En 2020, un photographe professionnel a été contacté en vue de la réalisation de photographies d’une artiste pour illustrer la pochette et le livret de son dernier album de chansons « Venue d’ailleurs » et en assurer la promotion. Quatre photographies ont été sélectionnées et utilisées dans ce cadre.

 

Quelques mois plus tard, le photographe, estimant que la société New chance, ayant pour gérante l’artiste, avait exploité sans son autorisation les photographies pour la campagne promotionnelle de son album, l’a mise en demeure de conclure une cession de droits contre rémunération.

 

N’ayant pas reçu de réponse favorable à sa demande, le photographe a fait assigner la société New chance devant le Tribunal judiciaire de Paris en contrefaçon de droit d’auteur.

 

Il réclamait à titre principal la somme de 100 000 euros au titre de la perte de chance de conclure des contrats de cession, des actes de contrefaçon allégués et du préjudice moral.

 

La question de l’originalité des photographies litigieuses, entrainant leur protection par le droit d’auteur, était au centre des débats.

 

Le demandeur faisait valoir que les photographies étaient originales car elles avaient été composées « selon ses choix et ses goûts », qu’il avait sélectionné « le matériel, les décors, les lumières, l’angle de vue, les mises en scène, l’artiste adaptant sa posture à ses instructions », et qu’il avait ensuite effectué « un travail important de retouches des photographies portant sur les lumières, la mise en valeur des contrastes et des reliefs, le recadrage des photos (…) ».

 

A l’inverse, pour contester l’originalité et donc les droits d’auteur du photographe, la société New chance estimait que les deux premières photographies reprenaient « des éléments caractéristiques de photographies présentées dans les planches de tendances (mood board) de l’artiste ».

 

Quant aux deux autres photographies, elles étaient selon la défenderesse « banales dans le genre de la photographie de studio ».

 

Par ailleurs, elle contestait que le photographe ait choisi les tenues de l’artiste puisque celle-ci avait eu recours à une styliste.

 

Le 15 janvier 2025, dans le prolongement d’une jurisprudence bien établie, le Tribunal judiciaire de Paris a débouté le photographe de ses prétentions rappelant que :


L’originalité nécessite de démontrer, non pas un travail technique de la part du photographe, mais des choix arbitraires et créatifs portant l’empreinte de sa personnalité.

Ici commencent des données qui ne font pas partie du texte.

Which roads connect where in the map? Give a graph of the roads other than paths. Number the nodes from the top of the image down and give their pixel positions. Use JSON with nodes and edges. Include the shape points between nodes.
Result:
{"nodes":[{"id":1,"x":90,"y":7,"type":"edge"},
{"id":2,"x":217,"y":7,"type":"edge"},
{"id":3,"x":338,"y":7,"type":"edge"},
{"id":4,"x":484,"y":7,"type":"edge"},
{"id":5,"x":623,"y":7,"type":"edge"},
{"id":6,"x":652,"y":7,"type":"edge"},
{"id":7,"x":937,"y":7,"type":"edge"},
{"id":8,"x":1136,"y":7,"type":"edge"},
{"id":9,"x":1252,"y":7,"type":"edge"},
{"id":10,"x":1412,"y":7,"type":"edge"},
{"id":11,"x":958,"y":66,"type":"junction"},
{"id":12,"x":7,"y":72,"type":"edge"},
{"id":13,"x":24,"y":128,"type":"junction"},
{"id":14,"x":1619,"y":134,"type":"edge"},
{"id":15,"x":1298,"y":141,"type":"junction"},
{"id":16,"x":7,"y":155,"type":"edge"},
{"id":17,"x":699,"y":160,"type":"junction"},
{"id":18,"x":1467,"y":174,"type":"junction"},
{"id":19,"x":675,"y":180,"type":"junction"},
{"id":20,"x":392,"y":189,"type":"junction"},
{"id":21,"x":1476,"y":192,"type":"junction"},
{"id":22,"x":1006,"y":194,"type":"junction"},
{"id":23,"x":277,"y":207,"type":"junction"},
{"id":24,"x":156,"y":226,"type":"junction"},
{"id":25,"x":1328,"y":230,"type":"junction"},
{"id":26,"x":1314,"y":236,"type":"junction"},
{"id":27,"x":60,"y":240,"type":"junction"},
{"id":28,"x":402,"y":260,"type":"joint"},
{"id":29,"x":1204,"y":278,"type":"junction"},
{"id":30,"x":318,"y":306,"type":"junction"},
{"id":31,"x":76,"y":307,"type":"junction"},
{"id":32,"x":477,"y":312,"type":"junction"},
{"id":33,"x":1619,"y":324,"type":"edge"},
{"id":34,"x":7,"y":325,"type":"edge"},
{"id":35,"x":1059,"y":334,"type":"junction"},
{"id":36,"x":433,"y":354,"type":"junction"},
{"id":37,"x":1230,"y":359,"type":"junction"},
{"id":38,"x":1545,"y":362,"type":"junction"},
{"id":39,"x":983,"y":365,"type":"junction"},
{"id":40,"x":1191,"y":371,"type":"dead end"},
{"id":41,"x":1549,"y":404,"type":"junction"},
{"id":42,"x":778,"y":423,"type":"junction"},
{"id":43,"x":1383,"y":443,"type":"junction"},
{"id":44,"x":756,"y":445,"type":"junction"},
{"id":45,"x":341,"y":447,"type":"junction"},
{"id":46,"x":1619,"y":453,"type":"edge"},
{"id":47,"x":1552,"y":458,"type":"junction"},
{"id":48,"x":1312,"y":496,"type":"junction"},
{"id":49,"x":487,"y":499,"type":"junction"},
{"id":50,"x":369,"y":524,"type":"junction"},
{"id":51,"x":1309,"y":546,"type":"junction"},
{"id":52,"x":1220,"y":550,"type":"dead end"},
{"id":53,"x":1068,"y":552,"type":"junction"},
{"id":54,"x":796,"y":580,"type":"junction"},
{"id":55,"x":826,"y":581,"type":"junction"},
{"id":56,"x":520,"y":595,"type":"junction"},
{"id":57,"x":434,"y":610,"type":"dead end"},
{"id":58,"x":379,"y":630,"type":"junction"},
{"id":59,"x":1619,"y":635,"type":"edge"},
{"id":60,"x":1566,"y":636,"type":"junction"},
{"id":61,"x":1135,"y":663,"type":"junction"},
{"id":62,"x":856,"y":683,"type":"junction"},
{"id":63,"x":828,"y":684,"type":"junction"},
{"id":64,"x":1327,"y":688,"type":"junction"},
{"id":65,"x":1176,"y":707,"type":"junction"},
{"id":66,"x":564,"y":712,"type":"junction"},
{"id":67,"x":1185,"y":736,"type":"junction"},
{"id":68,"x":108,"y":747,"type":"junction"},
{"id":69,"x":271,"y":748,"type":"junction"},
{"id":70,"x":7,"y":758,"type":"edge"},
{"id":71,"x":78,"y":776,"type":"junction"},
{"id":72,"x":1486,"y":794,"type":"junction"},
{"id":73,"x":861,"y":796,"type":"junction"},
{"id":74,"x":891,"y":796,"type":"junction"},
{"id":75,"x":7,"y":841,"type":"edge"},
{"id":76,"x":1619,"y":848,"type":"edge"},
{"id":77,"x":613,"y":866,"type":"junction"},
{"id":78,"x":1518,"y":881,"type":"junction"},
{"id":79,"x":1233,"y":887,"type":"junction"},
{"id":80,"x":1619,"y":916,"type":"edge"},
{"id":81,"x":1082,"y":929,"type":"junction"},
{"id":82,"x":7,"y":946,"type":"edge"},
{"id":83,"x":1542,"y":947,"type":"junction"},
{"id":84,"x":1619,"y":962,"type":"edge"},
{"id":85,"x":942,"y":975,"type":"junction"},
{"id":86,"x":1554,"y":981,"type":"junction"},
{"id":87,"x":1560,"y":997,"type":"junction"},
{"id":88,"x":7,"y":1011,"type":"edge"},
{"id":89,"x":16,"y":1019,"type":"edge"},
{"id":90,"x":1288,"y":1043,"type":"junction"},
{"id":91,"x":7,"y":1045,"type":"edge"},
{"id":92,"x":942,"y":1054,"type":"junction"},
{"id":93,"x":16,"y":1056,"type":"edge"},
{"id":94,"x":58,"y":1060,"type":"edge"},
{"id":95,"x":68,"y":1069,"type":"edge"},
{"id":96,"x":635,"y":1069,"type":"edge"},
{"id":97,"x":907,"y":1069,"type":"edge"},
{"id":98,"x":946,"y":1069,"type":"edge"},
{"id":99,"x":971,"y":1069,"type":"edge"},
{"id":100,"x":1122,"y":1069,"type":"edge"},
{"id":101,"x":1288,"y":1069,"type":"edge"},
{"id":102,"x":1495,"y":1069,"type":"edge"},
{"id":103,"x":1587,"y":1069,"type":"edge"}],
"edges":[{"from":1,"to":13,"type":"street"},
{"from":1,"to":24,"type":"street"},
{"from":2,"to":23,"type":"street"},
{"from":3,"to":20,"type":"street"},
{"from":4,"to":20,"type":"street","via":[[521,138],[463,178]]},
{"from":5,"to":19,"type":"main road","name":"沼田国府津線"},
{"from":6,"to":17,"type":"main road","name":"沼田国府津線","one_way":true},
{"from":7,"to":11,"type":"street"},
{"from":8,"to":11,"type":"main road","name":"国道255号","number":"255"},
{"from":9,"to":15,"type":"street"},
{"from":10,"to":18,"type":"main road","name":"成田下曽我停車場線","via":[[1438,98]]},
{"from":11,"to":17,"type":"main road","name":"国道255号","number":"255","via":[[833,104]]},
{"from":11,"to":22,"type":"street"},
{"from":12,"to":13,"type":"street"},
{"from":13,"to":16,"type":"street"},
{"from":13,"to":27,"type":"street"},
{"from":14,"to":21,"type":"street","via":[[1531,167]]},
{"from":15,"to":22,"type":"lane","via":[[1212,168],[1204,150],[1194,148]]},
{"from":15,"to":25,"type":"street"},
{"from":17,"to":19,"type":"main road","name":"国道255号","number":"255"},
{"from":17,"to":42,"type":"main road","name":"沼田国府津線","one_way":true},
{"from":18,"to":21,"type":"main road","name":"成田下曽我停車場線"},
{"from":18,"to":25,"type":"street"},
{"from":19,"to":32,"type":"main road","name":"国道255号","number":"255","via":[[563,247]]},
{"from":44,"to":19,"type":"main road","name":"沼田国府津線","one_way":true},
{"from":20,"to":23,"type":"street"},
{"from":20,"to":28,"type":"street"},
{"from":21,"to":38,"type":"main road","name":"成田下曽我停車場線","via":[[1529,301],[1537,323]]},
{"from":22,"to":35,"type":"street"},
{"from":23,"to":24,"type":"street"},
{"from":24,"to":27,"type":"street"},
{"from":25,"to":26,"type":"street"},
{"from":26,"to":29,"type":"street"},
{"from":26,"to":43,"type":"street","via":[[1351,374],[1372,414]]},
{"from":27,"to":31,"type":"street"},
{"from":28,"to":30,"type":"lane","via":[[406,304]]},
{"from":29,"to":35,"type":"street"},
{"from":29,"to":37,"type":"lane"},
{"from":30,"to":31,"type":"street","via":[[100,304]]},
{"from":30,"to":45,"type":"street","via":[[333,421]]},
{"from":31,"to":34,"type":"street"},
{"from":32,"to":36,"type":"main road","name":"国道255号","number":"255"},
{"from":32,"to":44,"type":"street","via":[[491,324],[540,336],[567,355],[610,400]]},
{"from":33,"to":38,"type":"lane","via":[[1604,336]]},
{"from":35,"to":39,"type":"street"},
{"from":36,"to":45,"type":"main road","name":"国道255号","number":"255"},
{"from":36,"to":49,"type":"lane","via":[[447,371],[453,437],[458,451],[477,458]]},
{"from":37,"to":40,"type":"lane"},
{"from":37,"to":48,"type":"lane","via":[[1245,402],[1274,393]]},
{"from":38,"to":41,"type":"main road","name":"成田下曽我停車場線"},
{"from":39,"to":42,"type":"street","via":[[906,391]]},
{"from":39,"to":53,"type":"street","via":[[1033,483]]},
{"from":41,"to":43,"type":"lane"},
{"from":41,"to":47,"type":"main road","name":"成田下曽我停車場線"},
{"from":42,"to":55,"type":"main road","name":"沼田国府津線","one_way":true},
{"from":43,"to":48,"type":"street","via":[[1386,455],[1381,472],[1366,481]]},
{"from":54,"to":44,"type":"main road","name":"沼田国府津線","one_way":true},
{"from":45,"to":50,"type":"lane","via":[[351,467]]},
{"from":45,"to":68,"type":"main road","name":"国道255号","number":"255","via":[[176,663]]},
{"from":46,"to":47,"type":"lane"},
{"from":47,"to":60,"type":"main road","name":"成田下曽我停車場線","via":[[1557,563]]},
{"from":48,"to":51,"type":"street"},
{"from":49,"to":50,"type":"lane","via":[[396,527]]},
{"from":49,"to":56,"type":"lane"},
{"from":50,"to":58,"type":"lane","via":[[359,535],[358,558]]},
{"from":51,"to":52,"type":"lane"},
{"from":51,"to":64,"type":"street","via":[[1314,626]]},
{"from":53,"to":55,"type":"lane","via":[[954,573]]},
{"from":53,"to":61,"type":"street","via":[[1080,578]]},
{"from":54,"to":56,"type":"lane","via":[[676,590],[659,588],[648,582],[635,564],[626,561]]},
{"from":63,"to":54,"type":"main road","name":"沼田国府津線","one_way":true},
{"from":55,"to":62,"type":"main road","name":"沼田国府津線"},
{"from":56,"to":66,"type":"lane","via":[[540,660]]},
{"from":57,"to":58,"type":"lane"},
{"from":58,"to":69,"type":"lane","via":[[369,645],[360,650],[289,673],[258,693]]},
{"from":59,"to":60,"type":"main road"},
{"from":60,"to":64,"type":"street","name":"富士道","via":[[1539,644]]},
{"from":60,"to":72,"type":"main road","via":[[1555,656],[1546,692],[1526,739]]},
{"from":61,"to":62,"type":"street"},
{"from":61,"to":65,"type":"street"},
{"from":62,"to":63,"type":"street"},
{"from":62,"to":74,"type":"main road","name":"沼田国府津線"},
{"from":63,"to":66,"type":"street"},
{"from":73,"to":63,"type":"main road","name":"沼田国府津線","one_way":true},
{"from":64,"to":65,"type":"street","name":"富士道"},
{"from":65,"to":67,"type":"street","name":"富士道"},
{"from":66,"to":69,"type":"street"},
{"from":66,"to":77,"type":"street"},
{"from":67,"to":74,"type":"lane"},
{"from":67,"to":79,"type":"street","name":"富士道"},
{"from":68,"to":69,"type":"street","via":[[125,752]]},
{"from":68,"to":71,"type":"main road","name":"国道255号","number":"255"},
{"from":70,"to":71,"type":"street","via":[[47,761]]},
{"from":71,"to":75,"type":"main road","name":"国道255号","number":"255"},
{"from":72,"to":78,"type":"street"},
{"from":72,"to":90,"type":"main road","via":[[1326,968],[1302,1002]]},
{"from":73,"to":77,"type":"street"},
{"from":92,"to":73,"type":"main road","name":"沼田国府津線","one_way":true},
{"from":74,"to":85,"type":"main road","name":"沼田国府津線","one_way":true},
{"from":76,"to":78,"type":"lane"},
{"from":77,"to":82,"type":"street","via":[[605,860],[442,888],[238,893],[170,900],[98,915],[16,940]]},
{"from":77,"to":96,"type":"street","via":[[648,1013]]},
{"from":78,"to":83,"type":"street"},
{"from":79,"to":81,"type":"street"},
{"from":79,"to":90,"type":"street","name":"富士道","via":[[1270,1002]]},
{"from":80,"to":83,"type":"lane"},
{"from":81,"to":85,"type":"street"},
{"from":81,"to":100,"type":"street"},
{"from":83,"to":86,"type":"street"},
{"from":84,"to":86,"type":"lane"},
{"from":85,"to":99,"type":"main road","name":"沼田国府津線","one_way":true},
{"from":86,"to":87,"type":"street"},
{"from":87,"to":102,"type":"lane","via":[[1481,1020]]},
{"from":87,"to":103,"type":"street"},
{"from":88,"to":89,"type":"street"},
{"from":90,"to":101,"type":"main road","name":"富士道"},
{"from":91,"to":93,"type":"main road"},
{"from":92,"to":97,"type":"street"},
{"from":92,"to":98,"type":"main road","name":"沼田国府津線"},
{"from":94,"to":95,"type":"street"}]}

Le jugement rappelait que « la protection d’une œuvre de l’esprit est acquise à son auteur sans formalité et du seul fait de la création d’une forme originale en ce sens qu’elle porte l’empreinte de la personnalité de son auteur et n’est pas la banale reprise d’un fonds commun non appropriable. Dans ce cadre toutefois, il appartient à celui qui se prévaut d’un droit d’auteur dont l’existence est contestée de définir et d’expliciter les contours de l’originalité qu’il allègue (…) ».

 

En l’espèce, le Tribunal a considéré que « si le choix de matériel, décors et lumières lors des prises de photographies n’est pas contesté, ces choix ainsi que le travail de retouches en post-production relèvent du travail technique du photographe » et celui-ci « n’explicite pas ce qui en l’occurrence constituerait des choix arbitraires et créatifs portant l’empreinte de sa personnalité. En particulier, les retouches de l’aspect de la peau du sujet pour l’embellir sont banales pour ce genre de photographie ».

 

De plus, le jugement retenait que les deux premières photographies litigieuses étaient très similaires à des photographies préexistantes de tiers, l’une issue d’un clip musical d’une artiste belge et l’autre représentant une photographie d’une artiste britannique.

 

Enfin, les deux autres photographies apparaissaient comme des « photographies de studio » reprenant « le fonds commun de ce genre de photographies (…) », comme allégué par la défenderesse.

 

Par conséquent, à défaut pour le photographe de démontrer leur originalité, les photographies ont donc été considérées comme non éligibles à la protection par le droit d’auteur et le photographe débouté de l’ensemble de ses demandes.